ZTO Express is not a strong buy at the moment for a beginner investor with a long-term strategy. While the stock shows some positive momentum in the pre-market and has a bullish moving average trend, the lack of strong proprietary trading signals, mixed analyst ratings, and a neutral sentiment from hedge funds and insiders suggest caution. Additionally, the options data reflects a bearish sentiment with a high Open Interest Put-Call Ratio of 2.64, indicating more interest in puts than calls. The financial performance is solid, but the stock's near-term price trend suggests potential downside risks.
The stock has a bullish moving average trend (SMA_5 > SMA_20 > SMA_200), and the MACD is positive, indicating upward momentum.
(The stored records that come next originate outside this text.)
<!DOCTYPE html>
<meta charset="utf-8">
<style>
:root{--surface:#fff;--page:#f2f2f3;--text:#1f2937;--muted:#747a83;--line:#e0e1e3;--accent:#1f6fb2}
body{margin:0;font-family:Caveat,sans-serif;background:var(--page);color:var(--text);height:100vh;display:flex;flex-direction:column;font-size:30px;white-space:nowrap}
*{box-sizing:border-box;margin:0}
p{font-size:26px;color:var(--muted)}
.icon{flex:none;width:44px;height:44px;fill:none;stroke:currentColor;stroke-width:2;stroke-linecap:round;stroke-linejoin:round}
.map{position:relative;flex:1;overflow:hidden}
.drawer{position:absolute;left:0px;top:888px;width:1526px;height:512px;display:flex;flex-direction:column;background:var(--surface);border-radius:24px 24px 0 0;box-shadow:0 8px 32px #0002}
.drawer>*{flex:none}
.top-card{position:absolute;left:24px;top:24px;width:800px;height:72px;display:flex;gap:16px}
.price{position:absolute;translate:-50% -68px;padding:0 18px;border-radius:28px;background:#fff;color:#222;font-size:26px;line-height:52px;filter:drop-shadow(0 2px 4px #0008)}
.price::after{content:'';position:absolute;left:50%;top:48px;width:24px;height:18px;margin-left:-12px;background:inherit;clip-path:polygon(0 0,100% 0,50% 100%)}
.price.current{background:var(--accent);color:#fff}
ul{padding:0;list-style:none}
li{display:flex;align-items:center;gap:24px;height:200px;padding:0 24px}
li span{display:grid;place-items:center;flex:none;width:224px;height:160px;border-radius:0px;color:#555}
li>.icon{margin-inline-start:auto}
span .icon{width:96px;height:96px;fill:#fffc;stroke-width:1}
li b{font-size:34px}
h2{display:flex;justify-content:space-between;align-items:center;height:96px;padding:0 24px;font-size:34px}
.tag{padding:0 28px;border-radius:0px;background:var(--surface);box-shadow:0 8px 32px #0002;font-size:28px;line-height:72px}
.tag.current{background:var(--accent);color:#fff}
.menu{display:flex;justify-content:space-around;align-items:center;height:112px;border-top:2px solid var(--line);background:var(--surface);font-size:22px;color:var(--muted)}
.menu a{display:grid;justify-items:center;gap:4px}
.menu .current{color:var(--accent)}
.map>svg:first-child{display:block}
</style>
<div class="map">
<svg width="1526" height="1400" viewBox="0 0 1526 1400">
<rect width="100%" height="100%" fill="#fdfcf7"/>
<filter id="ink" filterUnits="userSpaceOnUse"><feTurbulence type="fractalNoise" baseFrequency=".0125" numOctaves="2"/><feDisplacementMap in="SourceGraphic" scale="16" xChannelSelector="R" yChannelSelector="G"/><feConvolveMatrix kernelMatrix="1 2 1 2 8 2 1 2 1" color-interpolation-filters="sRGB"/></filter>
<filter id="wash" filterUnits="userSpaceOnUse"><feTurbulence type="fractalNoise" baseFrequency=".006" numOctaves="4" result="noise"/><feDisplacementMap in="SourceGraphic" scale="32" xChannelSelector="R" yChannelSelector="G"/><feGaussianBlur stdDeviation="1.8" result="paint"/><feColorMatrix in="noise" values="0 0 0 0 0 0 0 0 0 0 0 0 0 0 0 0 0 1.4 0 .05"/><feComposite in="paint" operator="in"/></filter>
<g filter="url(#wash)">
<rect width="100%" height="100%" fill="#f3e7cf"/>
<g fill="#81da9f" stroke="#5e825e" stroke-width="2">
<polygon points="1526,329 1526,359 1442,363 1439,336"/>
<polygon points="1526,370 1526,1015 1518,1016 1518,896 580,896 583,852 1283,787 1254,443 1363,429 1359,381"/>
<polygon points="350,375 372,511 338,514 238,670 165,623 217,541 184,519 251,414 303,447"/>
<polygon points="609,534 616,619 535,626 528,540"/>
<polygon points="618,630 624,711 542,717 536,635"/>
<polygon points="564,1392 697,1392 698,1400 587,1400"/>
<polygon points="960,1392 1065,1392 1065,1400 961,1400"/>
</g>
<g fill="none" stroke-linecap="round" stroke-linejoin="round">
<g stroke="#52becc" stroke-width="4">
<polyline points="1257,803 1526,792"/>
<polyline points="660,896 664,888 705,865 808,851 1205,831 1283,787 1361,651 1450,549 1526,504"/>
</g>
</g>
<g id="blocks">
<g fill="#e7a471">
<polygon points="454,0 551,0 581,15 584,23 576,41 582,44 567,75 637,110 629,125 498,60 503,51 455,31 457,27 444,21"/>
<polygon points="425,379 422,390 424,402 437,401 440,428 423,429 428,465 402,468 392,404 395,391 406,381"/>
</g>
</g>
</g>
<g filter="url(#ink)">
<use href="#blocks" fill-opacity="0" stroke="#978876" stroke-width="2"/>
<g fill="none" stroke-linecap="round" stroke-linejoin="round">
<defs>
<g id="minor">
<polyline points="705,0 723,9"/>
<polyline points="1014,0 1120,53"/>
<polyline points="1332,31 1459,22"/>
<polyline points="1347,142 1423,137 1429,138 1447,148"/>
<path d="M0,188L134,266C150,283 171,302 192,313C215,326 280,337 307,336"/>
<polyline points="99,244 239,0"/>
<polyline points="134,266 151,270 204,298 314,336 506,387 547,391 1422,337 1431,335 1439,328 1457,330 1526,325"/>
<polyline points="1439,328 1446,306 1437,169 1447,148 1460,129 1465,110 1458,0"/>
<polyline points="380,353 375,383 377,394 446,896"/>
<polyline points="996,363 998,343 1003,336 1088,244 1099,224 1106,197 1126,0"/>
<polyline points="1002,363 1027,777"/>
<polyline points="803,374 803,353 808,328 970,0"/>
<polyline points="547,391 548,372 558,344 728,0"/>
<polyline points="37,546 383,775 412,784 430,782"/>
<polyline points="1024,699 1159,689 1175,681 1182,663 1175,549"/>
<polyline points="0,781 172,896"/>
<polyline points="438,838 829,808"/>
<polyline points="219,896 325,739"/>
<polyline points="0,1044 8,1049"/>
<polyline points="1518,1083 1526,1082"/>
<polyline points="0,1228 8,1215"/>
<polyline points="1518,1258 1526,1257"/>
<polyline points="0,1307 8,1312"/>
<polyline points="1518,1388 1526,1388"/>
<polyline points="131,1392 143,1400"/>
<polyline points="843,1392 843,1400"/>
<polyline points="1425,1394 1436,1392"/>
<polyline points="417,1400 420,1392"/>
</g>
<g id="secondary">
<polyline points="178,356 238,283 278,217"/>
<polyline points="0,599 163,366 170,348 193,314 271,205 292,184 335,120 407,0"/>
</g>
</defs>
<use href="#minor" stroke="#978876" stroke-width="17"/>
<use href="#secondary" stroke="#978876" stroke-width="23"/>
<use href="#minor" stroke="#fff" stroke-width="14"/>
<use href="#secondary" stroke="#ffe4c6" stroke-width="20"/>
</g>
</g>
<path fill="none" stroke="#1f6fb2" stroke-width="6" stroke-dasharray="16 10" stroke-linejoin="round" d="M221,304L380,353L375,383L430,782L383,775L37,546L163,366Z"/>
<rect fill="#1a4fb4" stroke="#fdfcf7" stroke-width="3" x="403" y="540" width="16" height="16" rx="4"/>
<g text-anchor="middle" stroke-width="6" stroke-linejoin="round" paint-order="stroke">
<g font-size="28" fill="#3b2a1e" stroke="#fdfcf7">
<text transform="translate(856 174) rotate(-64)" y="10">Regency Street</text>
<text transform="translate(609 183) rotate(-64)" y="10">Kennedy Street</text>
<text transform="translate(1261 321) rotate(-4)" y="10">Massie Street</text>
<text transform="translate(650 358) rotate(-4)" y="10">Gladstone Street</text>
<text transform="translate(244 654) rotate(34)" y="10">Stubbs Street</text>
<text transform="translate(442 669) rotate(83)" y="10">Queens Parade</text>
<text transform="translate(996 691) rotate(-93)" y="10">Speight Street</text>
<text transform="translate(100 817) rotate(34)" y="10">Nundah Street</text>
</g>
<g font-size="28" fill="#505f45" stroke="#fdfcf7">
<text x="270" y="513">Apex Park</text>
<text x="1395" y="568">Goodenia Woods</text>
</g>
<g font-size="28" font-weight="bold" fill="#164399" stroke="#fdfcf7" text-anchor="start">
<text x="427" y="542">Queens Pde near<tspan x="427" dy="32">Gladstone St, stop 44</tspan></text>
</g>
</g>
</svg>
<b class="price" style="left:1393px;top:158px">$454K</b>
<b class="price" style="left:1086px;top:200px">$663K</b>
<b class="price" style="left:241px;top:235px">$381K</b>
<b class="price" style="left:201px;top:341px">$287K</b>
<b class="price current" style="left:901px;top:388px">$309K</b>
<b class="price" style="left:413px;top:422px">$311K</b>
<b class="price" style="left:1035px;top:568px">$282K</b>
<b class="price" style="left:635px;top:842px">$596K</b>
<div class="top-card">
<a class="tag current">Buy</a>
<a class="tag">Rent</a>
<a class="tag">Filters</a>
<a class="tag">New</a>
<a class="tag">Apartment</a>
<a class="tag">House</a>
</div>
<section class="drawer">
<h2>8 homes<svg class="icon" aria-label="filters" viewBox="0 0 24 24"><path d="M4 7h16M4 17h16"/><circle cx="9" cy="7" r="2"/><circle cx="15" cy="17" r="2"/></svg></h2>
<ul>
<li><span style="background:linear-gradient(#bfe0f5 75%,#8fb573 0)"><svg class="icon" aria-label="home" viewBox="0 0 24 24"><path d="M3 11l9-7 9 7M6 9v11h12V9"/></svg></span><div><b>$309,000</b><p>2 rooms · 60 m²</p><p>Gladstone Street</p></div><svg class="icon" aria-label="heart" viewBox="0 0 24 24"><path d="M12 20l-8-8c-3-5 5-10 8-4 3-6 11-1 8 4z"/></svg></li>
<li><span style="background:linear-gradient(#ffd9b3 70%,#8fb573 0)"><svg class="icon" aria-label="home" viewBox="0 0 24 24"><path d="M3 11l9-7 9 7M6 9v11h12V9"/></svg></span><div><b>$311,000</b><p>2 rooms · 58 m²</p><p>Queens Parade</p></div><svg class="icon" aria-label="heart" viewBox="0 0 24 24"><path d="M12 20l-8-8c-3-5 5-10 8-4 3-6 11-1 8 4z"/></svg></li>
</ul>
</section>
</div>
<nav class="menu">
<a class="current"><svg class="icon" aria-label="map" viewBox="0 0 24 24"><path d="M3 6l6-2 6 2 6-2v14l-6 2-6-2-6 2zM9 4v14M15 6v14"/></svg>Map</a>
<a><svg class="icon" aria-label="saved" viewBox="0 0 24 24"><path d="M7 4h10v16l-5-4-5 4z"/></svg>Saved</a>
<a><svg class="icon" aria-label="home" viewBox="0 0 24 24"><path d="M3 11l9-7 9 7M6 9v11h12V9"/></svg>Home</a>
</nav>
However, the RSI is neutral at 68.43, and key resistance levels (R1: 25.75, R2: 26.035) are close to the current pre-market price of 25.96, suggesting limited upside potential in the short term.

Bullish moving averages indicating positive momentum.
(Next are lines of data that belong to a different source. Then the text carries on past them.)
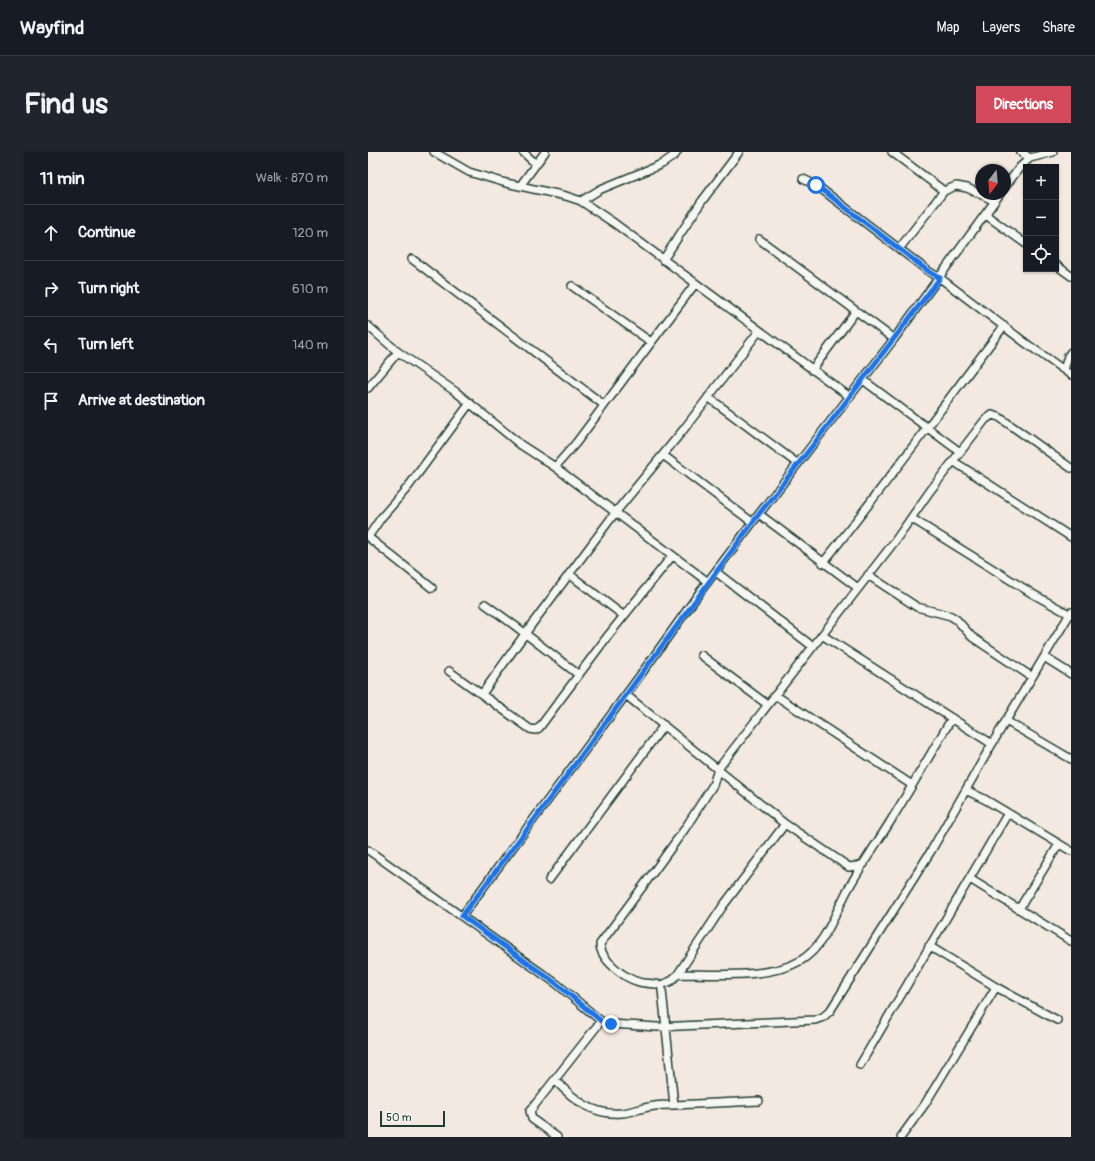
<!DOCTYPE html>
<html lang="en">
<head>
<meta charset="utf-8">
<style>
	:root { --surface:#171b24; --page:#20242c; --text:#f1f3f6; --muted:#9ea1a6; --line:#363941; --accent:#d1495b }
	body { margin:0; font-family:Pangolin,sans-serif; background:var(--page); color:var(--text) }
	.controls { position:absolute; right:12px; top:12px; display:grid; overflow:hidden; border-radius:0px; box-shadow:0 1px 3px #0004 }
	.controls button { width:36px; height:36px; display:grid; place-items:center; padding:0; border:0; border-bottom:1px solid var(--line); background:var(--surface); color:var(--text); font:20px sans-serif }
	.compass { position:absolute; left:607px; top:12px; width:36px; height:36px; border-radius:50%; background:var(--surface); box-shadow:0 1px 3px #0004; rotate:196deg }
	.scale { position:absolute; left:12px; bottom:10px; width:65px; box-sizing:border-box; padding-left:4px; border:2px solid #1f3d34; border-top:0; font-size:11px; line-height:14px; white-space:nowrap; color:#1f3d34; -webkit-text-stroke:3px #f6f6f2; paint-order:stroke }
	.stop { position:absolute; width:12px; height:12px; margin:-9px; border:3px solid #1a73e8; border-radius:50%; background:#fff }
	.stop.end { background:#1a73e8; border-color:#fff; box-shadow:0 1px 4px #0008 }
	.list { margin:0; padding:0; list-style:none }
	h2 { display:flex; justify-content:space-between; align-items:center; height:52px; margin:0; padding:0 16px; font-size:17px }
	h2 small { font-size:13px; font-weight:400; color:var(--muted) }
	.list li { display:grid; grid-template-columns:26px 1fr auto; gap:12px; align-items:center; box-sizing:border-box; height:56px; padding:0 16px; border-top:1px solid var(--line) }
	.list b { display:block; font-size:15px; white-space:nowrap }
	.list em { font-size:13px; font-style:normal; color:var(--muted) }
	.icon { flex:none; width:22px; height:22px; fill:none; stroke:currentColor; stroke-width:2; stroke-linecap:round; stroke-linejoin:round }
	.map { position:relative; flex:none; width:703px; height:985px; overflow:hidden; border-radius:0px }
	header { display:flex; align-items:center; gap:24px; box-sizing:border-box; height:56px; padding:0 20px; background:var(--surface); border-bottom:1px solid var(--line) }
	header strong { font-size:19px }
	nav { display:flex; gap:22px; margin-inline-start:auto; font-size:14px }
	.intro { display:flex; align-items:center; justify-content:space-between; box-sizing:border-box; height:96px; padding:0 24px }
	h1 { margin:0; font-size:28px }
	.button { padding:10px 18px; border-radius:0px; background:var(--accent); color:#fff; font-size:14px; font-weight:700 }
	main { display:flex; gap:24px; padding:0 24px }
	aside { flex:1; background:var(--surface); border-radius:0px; box-shadow:0 1px 3px #0004 }
	.map>svg:first-child { display:block }
</style>
</head>
<body>
<header>
<strong>Wayfind</strong>
<nav><a>Map</a><a>Layers</a><a>Share</a></nav>
</header>
<div class="intro"><h1>Find us</h1><a class="button">Directions</a></div>
<main>
<aside>
<h2>11 min<small>Walk · 870 m</small></h2>
<ul class="list">
<li><svg class="icon" aria-label="ahead" viewBox="0 0 24 24"><path d="M12 20V5M6 11l6-6 6 6"/></svg><div><b>Continue</b></div><em>120 m</em></li>
<li><svg class="icon" aria-label="right" viewBox="0 0 24 24"><path d="M7 20v-9h11M14 6l5 5-5 5"/></svg><div><b>Turn right</b></div><em>610 m</em></li>
<li><svg class="icon" aria-label="left" viewBox="0 0 24 24"><path d="M17 20v-9H6M10 6l-5 5 5 5"/></svg><div><b>Turn left</b></div><em>140 m</em></li>
<li><svg class="icon" aria-label="arrive" viewBox="0 0 24 24"><path d="M6 21V4h12l-3 4 3 4H6"/></svg><div><b>Arrive at destination</b></div></li>
</ul>
</aside>
<div class="map">
<svg width="703" height="985" viewBox="0 0 703 985">
	<rect width="100%" height="100%" fill="#f3e9e0"/>
	<filter id="ink" filterUnits="userSpaceOnUse"><feTurbulence type="fractalNoise" baseFrequency=".025" numOctaves="2"/><feDisplacementMap in="SourceGraphic" scale="8" xChannelSelector="R" yChannelSelector="G"/><feConvolveMatrix kernelMatrix="1 2 1 2 8 2 1 2 1" color-interpolation-filters="sRGB"/></filter>
	<g filter="url(#ink)">
		<g fill="none" stroke-linecap="round" stroke-linejoin="round">
			<!-- minor casing -->
			<g stroke="#1f3d34" stroke-width="10">
				<path id="minor" d="M66 0 101 20 138 31 198 44 213 49 246 71 482 245
					M155 0 168 12
					M524 0 576 39
					M653 0 662 6
					M435 27 448 33 560 119 572 126 659 192 703 223
					M152 34 177 0
					M637 35 652 15 662 6 685 0
					M213 49 233 37 294 12 307 3 309 0
					M618 63 658 92
					M391 87 526 187
					M531 97 576 39 588 34 599 36 627 49
					M44 107 236 253
					M295 108 334 49 371 0
					M688 113 703 124
					M204 134 283 190
					M0 174 30 200
					M444 218 488 159
					M696 218 700 204 703 200
					M495 228 592 300
					M0 236 30 200 88 240 153 293 187 315 340 430
					M340 245 430 312
					M295 303 384 370
					M585 309 703 385
					M187 315 208 291 327 132
					M391 362 490 436
					M543 366 665 442 701 462
					M0 385 13 366 40 335 102 251
					M0 385 64 436
					M455 411C517 333 576 253 636 174
					M348 420 444 494
					M201 422 256 464
					M500 423 549 455 583 464 589 468 604 485 664 525
					M117 452 146 473 211 523
					M454 483 624 592
					M333 503 400 553
					M676 505 703 522
					M81 519 162 577 167 578 171 576 239 485 304 404
					M114 542 164 472 247 361 316 277 391 179
					M258 543 417 672 481 715 489 714 496 712
					M407 543 544 633
					M638 569 703 607
					M598 638 618 648 703 699
					M0 698 189 832 233 869
					M602 727 703 789
					M181 728 296 573
					M651 757 691 692
					M94 764 271 525 332 440 391 362 526 187 632 42
					M561 794 628 835 689 868
					M310 822C346 822 400 827 432 809 459 793 468 757 483 732 495 711 509 691 522 670 543 636 563 601 584 566
					M293 833 303 829 310 822 355 754 417 672
					M492 913 640 661
					M187 928C205 947 225 964 254 961 265 960 276 955 287 954 293 953 300 953 306 953
					M391 949 306 953 294 838 293 833C285 831 278 832 271 830 256 826 232 807 232 792L287 718 316 678 345 633 350 617 527 389 562 339 617 268 624 263 631 265 703 316
					M189 985 164 967 162 959 233 869 243 872 289 875 447 868 455 865 462 859 563 699 624 592 703 460
					M533 985 557 952 628 835"/>
			</g>
			<!-- minor -->
			<use href="#minor" stroke="#f6f6f2" stroke-width="7"/>
		</g>
	</g>
	<g fill="none" stroke-linecap="round" stroke-linejoin="round" filter="url(#ink)">
		<!-- route -->
		<path stroke="#1a73e8" stroke-width="5" d="M243 872 233 869 189 832 94 764 163 672 391 362 445 293 572 126 560 119 448 33"/>
	</g>
</svg>
<div class="controls">
<button>+</button>
<button>−</button>
<button><svg class="icon" aria-label="locate" viewBox="0 0 24 24"><circle cx="12" cy="12" r="6"/><path d="M12 2v4M12 18v4M2 12h4M18 12h4"/></svg></button>
</div>
<svg class="compass" viewBox="-18 -18 36 36"><path d="M0-13l5 13h-10z" fill="#e53935"/><path d="M0 13l5-13h-10z" fill="#9ea1a6"/></svg>
<div class="scale">50 m</div>
<div class="stop" style="left:448px;top:33px"></div>
<div class="stop end" style="left:243px;top:872px"></div>
</div>
</main>
</body>
</html>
Analysts like JPMorgan and Macquarie have raised their price targets recently, citing strong volume growth and shareholder returns.
The company is leveraging AI and green logistics, which aligns with long-term growth trends.
High Open Interest Put-Call Ratio (2.
suggests bearish sentiment in the options market.
Mixed analyst ratings with a recent downgrade from Daiwa.
Gross margin dropped by 12.82% YoY in the latest quarter, indicating potential cost pressures.
In Q4 2025, ZTO Express showed strong revenue growth of 13.88% YoY and net income growth of 11.72% YoY. EPS increased by 17.50% YoY, reflecting solid profitability. However, gross margin declined by 12.82% YoY, which could be a concern for long-term cost management.
Analyst ratings are mixed. JPMorgan recently raised its price target to $29 with an Overweight rating, while Daiwa downgraded the stock to Outperform. Macquarie upgraded the stock to Outperform with a price target of $26.60, citing above-industry volume growth and improved shareholder returns.